Saved entries:

——

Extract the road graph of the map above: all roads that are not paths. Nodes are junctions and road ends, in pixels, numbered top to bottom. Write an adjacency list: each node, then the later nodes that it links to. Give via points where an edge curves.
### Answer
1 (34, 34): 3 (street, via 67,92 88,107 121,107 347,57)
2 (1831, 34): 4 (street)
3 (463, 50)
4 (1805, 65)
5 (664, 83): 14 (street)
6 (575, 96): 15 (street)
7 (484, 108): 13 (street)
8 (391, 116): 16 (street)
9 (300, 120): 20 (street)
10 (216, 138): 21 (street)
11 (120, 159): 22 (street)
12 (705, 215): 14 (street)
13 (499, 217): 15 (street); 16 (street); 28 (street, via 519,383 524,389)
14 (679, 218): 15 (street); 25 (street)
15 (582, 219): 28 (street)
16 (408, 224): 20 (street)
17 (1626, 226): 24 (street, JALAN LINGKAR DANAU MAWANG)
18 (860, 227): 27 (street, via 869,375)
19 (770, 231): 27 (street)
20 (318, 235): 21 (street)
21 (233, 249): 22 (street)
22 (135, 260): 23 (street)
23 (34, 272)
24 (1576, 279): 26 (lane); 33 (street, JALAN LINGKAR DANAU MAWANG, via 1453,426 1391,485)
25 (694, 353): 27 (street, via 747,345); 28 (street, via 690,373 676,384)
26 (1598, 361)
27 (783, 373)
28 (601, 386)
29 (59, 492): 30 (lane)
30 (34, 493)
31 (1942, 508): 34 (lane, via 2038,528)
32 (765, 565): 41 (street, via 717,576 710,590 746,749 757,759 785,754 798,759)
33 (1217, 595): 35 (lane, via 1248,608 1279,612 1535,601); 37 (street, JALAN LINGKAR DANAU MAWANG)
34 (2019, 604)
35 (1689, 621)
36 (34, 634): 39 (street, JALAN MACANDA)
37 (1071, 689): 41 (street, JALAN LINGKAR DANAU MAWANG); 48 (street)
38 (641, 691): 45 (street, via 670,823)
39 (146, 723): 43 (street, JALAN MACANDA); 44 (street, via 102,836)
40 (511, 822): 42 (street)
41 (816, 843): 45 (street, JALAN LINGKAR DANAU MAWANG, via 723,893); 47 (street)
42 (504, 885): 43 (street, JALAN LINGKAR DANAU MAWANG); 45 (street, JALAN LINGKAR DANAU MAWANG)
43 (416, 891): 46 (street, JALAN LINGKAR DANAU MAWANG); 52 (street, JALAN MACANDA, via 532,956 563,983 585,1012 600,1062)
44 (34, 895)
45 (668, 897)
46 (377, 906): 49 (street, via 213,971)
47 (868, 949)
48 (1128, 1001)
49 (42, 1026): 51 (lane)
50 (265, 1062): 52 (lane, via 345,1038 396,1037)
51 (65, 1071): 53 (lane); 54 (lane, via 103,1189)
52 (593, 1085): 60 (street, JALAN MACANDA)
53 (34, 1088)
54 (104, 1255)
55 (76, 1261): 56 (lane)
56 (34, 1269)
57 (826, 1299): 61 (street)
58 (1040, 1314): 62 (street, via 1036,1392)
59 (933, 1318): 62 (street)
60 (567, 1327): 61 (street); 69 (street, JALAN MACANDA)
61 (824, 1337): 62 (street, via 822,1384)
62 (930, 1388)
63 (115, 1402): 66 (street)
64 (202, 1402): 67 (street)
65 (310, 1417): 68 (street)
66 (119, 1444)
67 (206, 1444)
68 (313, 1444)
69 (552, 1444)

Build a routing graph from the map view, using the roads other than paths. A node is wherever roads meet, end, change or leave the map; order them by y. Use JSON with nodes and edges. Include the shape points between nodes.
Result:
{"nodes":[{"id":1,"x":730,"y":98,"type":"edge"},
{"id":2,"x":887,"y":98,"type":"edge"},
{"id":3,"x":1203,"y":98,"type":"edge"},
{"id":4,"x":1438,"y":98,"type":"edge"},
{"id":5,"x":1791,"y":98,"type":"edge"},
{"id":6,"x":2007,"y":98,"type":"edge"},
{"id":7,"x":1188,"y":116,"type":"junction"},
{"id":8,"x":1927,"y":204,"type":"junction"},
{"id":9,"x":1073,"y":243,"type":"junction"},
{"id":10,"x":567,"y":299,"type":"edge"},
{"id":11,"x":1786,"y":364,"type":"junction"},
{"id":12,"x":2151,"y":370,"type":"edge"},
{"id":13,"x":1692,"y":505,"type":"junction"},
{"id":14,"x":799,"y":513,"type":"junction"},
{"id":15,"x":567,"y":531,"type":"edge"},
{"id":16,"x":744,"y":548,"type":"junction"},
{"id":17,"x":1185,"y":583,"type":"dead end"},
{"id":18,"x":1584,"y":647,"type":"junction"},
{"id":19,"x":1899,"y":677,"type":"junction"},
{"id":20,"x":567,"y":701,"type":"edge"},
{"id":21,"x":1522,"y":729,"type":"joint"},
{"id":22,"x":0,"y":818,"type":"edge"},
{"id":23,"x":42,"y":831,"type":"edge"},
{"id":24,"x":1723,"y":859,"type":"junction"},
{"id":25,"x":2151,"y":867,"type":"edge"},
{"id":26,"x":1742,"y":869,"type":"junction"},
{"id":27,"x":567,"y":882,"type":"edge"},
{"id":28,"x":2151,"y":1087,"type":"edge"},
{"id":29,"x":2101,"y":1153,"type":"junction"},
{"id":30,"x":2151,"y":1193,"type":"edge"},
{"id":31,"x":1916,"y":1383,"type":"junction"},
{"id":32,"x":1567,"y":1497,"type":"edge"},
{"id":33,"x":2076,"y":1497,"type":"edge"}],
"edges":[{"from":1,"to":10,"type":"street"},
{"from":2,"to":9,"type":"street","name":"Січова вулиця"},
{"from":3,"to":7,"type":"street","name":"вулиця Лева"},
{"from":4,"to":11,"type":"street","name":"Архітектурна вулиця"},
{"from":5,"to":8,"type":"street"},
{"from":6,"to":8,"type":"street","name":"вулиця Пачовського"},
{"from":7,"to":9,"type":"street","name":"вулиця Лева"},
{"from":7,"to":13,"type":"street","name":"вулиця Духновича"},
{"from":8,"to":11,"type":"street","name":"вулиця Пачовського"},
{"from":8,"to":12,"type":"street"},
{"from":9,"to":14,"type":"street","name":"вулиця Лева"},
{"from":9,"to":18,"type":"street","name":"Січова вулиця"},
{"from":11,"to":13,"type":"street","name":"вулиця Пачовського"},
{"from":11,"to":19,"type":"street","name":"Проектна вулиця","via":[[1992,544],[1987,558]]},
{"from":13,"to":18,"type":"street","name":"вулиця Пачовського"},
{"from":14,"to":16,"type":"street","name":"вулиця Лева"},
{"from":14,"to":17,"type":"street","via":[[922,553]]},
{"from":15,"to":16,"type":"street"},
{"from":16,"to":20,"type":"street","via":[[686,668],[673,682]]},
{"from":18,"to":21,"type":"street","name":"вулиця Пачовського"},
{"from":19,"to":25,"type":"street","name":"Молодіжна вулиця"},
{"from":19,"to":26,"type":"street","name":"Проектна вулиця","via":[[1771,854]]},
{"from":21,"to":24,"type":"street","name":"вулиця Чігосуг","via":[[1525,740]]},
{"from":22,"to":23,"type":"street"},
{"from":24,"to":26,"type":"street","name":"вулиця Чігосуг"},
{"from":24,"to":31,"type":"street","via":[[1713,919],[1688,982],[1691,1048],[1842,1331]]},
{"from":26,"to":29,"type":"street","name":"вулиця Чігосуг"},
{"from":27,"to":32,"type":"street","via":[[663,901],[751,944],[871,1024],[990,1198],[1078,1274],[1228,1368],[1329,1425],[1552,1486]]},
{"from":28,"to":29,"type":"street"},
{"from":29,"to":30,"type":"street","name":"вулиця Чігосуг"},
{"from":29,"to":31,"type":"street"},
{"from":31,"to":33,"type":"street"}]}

——

• [Instructions for the task]:
The string "MACANDA" may appear in the lines of the records above. State how many lines contain it, with no other words.

• [Answer below]:
5